田部康喜のTV読本

2022年5月8日

»著者プロフィール
著者
閉じる

田部康喜 (たべ・こうき)

コラムニスト

福島県会津若松市生まれ。幼少時代から大学卒業まで、仙台市で暮らす。朝日新聞記者、朝日ジャーナル編集部員、論説委員などを経て、ソフトバンク広報室長に就任。社内ベンチャーで電子配信会社を設立、取締役会長。2012年春に独立、シンクタンク代表。2015年10月から東日本国際大学客員教授として地域振興政策を研究、同大・地域振興戦略研究所副所長を兼務。

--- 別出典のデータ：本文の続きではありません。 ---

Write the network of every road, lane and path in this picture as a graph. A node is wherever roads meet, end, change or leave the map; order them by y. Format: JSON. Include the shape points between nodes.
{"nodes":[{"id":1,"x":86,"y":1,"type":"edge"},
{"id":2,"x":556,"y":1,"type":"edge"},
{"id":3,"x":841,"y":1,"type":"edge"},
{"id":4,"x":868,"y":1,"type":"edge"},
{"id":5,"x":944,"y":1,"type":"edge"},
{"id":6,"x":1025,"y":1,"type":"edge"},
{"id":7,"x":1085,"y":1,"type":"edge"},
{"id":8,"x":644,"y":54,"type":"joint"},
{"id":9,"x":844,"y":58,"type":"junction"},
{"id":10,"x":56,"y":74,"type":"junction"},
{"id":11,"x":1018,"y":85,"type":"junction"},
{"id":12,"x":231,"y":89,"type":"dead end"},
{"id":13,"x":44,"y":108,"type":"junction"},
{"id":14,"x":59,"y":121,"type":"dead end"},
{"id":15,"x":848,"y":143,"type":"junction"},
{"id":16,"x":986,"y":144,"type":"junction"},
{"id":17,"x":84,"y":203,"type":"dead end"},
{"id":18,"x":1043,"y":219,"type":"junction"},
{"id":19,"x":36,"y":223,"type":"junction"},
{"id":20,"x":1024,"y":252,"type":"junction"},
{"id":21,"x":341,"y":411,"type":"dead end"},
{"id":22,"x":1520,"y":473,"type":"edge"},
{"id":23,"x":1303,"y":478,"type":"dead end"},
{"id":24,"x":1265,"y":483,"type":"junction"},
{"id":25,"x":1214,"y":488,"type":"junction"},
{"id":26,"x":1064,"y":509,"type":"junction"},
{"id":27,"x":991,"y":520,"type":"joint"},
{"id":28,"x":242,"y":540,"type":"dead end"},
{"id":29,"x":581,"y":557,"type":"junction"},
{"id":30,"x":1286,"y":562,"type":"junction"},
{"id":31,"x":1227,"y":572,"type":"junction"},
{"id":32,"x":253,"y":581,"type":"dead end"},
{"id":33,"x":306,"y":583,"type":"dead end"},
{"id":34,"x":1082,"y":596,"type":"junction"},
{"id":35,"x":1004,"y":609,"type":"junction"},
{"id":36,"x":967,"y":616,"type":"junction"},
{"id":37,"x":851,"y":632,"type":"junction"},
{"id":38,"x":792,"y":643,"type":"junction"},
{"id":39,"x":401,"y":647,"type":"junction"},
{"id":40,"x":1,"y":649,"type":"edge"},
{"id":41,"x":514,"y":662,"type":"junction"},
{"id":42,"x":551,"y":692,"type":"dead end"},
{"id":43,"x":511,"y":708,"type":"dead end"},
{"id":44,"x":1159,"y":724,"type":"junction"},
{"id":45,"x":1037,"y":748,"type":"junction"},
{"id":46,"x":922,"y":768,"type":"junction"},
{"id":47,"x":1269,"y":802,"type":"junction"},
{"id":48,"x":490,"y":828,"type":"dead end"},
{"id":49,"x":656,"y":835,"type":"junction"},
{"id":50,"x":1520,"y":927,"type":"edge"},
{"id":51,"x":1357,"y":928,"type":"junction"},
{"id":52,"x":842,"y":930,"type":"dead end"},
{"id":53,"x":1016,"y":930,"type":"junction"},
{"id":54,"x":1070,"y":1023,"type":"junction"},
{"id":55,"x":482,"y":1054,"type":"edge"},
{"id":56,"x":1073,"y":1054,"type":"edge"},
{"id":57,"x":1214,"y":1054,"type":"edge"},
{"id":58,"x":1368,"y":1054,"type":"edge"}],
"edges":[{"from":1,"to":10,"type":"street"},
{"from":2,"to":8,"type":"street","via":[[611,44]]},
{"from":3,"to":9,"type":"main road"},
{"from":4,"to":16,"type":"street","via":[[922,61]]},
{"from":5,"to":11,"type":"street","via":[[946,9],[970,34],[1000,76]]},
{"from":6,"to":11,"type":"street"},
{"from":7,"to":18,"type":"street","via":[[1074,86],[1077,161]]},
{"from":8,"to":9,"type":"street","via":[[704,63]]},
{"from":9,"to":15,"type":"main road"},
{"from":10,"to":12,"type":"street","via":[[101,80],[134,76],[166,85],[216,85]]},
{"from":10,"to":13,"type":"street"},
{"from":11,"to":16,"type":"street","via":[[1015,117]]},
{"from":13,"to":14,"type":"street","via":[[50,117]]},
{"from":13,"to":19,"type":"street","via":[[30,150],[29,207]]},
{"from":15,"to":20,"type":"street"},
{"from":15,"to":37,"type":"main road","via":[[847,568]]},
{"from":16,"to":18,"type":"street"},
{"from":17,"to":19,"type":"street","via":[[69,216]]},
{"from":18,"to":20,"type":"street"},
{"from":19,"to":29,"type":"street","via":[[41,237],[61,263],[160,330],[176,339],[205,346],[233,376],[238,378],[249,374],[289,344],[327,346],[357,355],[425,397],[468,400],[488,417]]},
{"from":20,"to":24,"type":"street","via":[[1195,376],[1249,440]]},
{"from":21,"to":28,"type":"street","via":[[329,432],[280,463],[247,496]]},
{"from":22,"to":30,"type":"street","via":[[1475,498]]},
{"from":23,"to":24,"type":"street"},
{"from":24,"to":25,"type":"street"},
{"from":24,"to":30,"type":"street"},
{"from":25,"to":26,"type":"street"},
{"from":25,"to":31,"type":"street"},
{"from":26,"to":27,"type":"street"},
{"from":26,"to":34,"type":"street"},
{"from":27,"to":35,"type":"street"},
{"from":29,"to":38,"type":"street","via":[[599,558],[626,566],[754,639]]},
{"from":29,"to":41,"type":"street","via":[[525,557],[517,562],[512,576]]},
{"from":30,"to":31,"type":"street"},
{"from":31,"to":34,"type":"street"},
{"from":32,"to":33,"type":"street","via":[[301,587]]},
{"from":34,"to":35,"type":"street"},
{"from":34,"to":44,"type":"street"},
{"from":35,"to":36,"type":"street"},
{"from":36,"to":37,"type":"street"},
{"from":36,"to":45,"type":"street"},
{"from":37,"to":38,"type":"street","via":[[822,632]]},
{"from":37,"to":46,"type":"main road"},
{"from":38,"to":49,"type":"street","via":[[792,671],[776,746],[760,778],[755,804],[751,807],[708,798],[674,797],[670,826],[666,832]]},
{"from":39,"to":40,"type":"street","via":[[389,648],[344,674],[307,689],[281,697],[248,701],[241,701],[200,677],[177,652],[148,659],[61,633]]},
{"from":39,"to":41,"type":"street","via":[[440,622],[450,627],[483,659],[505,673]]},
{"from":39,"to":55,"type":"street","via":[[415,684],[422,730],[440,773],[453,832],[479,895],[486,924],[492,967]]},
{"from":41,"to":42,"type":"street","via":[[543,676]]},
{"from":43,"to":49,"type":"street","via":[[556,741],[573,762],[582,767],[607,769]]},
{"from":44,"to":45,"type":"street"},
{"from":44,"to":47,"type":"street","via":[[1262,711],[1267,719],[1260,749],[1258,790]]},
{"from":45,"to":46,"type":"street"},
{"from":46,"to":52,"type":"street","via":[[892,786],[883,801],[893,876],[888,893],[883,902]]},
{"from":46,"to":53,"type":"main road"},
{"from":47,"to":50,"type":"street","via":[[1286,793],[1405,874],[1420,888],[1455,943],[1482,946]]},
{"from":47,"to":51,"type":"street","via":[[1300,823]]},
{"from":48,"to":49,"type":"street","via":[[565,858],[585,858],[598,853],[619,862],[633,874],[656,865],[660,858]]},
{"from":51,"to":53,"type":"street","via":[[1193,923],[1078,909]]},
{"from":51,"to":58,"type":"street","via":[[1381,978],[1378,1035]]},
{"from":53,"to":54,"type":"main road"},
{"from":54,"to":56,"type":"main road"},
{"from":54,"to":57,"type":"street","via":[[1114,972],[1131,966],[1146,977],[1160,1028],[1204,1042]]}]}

 「元カレの遺言状」(フジテレビ・月曜よる9時)は、「自分を殺した犯人に全財産を譲る」という元カレの森川製薬の御曹司・森川栄治(生田斗真)の遺言をめぐって、元カノの剣持麗子(綾瀬はるか)と、相棒を組むことになった篠田敬太郎(大泉洋)が謎を解いていく異色のミステリーである。

(Wako Megumi/gettyimages)

 ドラマの発端は、篠田(大泉)が突然、麗子(綾瀬)のもとを訪れて、「栄治(生田)を殺したのは自分である」ことを証明して、彼の全財産を手に入れる代理人の顧問弁護士になって欲しい、という依頼だった。栄治が亡くなる前日に雨のなかを釣りに連れて行き、風邪をひかせたのが、死因だからだという。

 栄治の出身大学の「ミステリー研究会」先輩で、篠田は麗子とも顔見知りだった、という。麗子にその記憶はない。篠田は栄治の別荘で料理人兼管理人として無報酬で働いてきた。 第4回(5月2日)のラストの回想シーンで、この回のゲスト・宮田早苗が演じるミステリー作家・秦野廉の作品について、栄治(生田)と篠田(大泉)が賞賛するシーンで、篠田が「俺は大学を出ていないからな」とつぶやく。篠田とはそもそも何者なのか。お楽しみはこれから、といったところだろう。

過去のミステリー作品が解決のヒントに

 大手弁護士事務所に所属していた、企業弁護士の麗子(綾瀬)は、顧客に法外な料金を請求したことから、事務所をやめることになる。

 栄治(生田)の遺言状が開封された日、親族と多数の元カノが軽井沢の別荘に集まった。

 栄治とうりふたつの兄・富治(生田の二役)は、栄治から生体移植を受けて「命」をもらったことから、相続を放棄している。父親で森川製薬社長の金治(佐戸井けん太)は、栄治の遺産が他人の手に渡ることに拒否反応を示している。金治の姉・真梨子(萬田久子)、長男の拓未(要潤)、妻・雪乃(笛木優子)。

 拓未の妹で、栄治に思いを寄せていた、紗英(関水渚)……。遺産をめぐる家族が一同に集まったシーン。そして、殺人事件が起きる。栄治の遺書を読み上げた、弁護士・村山権太(笹野高史)がその直後に、タバコを吸っていると、仕込まれた毒によって殺される。

 横溝正史の名作『犬神家の一族』を想起させずにはおかない。ミステリーファンの篠田(大泉)は、アガサ・クリスティーの『ねじれた家』のようだと、麗子(綾瀬)に告げる。篠田のミステリーファンぶりが、事件の解決に役立っていくのも、このドラマの魅力である。「ねじれた家」は、ラストに意外な犯人が浮上し、死に至る名作である。このドラマ全体を暗示しているのだろうか。